My column on prior authorization seems to have struck a nerve. Almost a year later, I'm still getting notes and e-mails echoing my complaints, and favoring our strategy of assigning patients the task of obtaining prior authorization forms, since the dispute is between the patient and the insurer.

Several correspondents brought up the more serious issue of insurers who grant an authorization, then change their minds after the fact.

A colleague here on the East Coast described his own reductio ad absurdum experience, the worst-case scenario: Two insurers paid all of his claims for intense pulsed light (IPL) treatment for rosacea for more than a year. Then, without warning, they not only ceased paying for the procedure, but demanded that all payments already made for IPL be returned!

After a protracted exchange involving the AMA and the AAD Coding Task Force, the insurers backed down on their refund demands. However, they stood by their refusal to pay any IPL claims going forward.

Some third-party nightmares are unavoidable, but a little vigilance can prevent many of them. For one thing, don't cave to patients who insist that you submit a charge that you know (or strongly suspect) will not be covered in the first place.

I tell such patients they are welcome to submit the claim themselves, but I cannot tell their insurer that a treatment was medically necessary if it was not.

When a payer authorizes payment and then reneges, be ready with a solid counterattack.

First, check the laws in your state; many have statutes specifically forbidding such practices. In my state, for example, if a patient's benefits are subject to return or reduction, or if coverage is contingent on further investigation, providers must be informed of that in advance. Absent such prior warning, any reneging is unlawful.

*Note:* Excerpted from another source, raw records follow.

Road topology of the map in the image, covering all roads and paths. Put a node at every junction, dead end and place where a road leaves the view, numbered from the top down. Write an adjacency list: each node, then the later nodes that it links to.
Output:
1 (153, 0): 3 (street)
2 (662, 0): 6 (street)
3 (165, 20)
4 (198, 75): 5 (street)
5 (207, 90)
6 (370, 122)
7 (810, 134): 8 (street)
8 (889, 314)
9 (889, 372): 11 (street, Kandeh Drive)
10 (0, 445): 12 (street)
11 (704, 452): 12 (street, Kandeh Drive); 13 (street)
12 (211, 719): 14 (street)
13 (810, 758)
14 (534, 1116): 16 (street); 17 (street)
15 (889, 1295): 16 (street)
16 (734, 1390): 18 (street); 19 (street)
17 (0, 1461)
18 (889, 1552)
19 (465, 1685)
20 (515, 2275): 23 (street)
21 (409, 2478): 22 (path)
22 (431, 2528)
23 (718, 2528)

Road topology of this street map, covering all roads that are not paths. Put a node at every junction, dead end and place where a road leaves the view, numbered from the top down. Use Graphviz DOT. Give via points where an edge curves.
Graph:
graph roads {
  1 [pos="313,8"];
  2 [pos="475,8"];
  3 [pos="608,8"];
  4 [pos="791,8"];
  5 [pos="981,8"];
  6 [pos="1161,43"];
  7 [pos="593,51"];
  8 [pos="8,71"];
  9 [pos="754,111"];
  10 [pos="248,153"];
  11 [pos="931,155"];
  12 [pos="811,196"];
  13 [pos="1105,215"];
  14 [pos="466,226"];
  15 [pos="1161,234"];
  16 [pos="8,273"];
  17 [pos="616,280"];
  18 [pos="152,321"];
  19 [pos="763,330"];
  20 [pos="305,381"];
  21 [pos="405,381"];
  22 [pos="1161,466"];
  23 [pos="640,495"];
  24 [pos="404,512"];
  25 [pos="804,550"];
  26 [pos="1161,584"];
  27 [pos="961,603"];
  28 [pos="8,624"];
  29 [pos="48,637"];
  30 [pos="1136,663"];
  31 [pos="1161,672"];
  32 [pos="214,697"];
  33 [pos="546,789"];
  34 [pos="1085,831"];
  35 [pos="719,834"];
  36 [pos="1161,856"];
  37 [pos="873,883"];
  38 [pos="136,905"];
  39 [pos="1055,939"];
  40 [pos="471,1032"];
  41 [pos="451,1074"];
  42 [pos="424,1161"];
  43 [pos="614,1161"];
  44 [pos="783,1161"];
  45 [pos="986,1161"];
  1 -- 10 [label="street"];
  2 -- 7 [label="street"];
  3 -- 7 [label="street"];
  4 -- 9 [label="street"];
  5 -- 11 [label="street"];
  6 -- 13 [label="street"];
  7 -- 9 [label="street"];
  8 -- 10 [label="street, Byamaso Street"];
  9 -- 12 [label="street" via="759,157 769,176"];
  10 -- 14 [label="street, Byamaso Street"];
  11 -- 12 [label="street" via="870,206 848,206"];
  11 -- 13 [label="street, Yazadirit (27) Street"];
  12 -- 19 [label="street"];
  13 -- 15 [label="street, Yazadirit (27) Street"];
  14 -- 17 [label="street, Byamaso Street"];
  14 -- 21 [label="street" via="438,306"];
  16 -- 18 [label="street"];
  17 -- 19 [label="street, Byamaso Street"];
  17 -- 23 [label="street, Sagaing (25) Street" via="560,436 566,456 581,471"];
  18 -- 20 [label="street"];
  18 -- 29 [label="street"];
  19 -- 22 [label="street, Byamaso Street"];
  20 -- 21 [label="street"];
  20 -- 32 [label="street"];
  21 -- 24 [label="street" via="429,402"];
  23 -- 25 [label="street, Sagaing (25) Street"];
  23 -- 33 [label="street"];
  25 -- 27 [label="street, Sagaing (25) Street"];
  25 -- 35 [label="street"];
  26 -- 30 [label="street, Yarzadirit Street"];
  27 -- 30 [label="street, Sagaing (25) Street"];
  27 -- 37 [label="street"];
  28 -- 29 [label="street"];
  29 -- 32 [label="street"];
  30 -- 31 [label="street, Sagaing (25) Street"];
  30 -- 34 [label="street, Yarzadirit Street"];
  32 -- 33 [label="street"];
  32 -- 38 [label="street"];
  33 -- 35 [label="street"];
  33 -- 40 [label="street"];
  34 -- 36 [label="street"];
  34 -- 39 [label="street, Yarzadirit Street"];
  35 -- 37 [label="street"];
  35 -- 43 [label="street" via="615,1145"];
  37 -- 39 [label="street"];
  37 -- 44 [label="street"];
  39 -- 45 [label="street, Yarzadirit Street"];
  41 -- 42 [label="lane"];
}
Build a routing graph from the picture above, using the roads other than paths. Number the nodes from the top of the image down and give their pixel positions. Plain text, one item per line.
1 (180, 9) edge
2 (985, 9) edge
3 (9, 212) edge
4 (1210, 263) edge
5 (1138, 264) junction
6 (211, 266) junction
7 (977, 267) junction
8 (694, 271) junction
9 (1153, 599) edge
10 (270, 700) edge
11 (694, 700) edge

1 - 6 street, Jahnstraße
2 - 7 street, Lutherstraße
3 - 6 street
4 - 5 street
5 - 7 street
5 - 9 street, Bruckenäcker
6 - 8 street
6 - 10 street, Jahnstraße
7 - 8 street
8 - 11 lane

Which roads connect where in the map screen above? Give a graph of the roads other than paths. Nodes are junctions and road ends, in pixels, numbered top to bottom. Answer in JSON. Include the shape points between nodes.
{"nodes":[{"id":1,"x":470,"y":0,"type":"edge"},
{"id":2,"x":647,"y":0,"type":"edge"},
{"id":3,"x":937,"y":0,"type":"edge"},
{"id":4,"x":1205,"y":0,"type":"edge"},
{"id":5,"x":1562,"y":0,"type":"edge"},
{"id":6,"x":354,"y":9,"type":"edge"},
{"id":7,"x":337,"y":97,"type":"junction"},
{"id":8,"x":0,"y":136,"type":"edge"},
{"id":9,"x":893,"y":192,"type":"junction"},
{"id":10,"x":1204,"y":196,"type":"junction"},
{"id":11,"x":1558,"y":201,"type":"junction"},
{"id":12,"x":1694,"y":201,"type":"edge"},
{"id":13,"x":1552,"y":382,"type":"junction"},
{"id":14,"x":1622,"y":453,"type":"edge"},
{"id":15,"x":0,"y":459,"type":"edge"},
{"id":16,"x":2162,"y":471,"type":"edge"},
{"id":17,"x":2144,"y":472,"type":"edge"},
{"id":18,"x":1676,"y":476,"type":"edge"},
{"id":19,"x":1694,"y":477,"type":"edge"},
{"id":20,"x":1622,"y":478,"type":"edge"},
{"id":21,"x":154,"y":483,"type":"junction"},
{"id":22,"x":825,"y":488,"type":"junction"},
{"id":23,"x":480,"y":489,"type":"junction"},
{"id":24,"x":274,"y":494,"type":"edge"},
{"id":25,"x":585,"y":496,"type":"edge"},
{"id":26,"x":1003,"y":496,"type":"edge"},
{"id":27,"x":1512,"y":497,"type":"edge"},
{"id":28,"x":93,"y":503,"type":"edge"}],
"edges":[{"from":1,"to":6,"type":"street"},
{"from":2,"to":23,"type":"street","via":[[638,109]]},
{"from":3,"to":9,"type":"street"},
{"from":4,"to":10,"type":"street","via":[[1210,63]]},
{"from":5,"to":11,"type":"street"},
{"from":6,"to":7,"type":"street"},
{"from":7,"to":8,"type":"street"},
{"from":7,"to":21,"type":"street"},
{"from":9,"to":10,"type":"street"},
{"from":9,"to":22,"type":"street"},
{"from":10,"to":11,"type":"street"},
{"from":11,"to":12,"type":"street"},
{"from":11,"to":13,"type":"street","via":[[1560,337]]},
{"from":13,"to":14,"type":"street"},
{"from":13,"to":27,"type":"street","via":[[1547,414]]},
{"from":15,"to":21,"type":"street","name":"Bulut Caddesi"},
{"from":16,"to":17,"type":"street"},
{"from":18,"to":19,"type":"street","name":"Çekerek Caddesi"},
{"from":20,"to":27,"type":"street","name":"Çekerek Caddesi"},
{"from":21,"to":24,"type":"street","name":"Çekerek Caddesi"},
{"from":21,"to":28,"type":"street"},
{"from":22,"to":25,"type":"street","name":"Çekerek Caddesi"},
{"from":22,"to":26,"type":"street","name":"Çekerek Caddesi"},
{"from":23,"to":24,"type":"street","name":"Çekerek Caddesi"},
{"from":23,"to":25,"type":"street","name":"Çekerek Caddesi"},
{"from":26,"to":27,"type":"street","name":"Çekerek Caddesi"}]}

In California, once an insurer authorizes treatment, it cannot be rescinded or modified "after the physician renders the service in good faith and pursuant to the authorization for any reason, including, but not limited to, the plan's subsequent determination that it did not make an accurate determination of the enrollee's or subscriber's eligibility" (Health and Safety Code 1371.8, Insurance Code 796.04).

Plainly stated, care that has been authorized must be paid, even if the payer made a mistake and the patient was not covered for the specific services provided. The California Code of Regulations has a nearly identical provision (28 CCR 1300.71 [a][8][T]).

There is precedent in federal law as well: In Meadows v. Employers Health Insurance, the court ruled that eligibility, once verified, cannot later be rescinded, as "plans are not insulated from the consequences of their own misrepresentations" to providers.

When a payer violates local or federal statutes, don't hesitate to call them on it. And don't hesitate to report them to appropriate government agencies if they won't comply.

Meanwhile, start looking ahead toward some long-range solutions to the burgeoning prior authorization problem.

If you have the ear of a state or federal legislator, discuss it with him or her. Explain how much time your staff wastes jumping through insurers' hoops to the detriment of your patients and at high cost to you, for the sole, undeserved benefit of payers.

Explain the predicament of patients on effective, stable treatment for a chronic condition that will never resolve, who are forced to repeat the entire preauthorization rigamarole every few months.

Obviously, there is no medical or common-sense justification for such rationing by inconvenience. A "one and done" law, stating that once a medication is authorized, it remains authorized unless or until the patient's medical status changes, would be a simple solution to a major problem.

And while you're at it, raise your voice against "step therapy" or "fail first" requirements, where patients must fail one or more cheap, ineffective medications before getting the one they need.

Such policies place the insurer's medical judgment ahead of the physician's, and some states are introducing laws to prohibit it. New Jersey now forbids step therapy for pain treatment, and California and other states are considering legislation that would outlaw it in any form.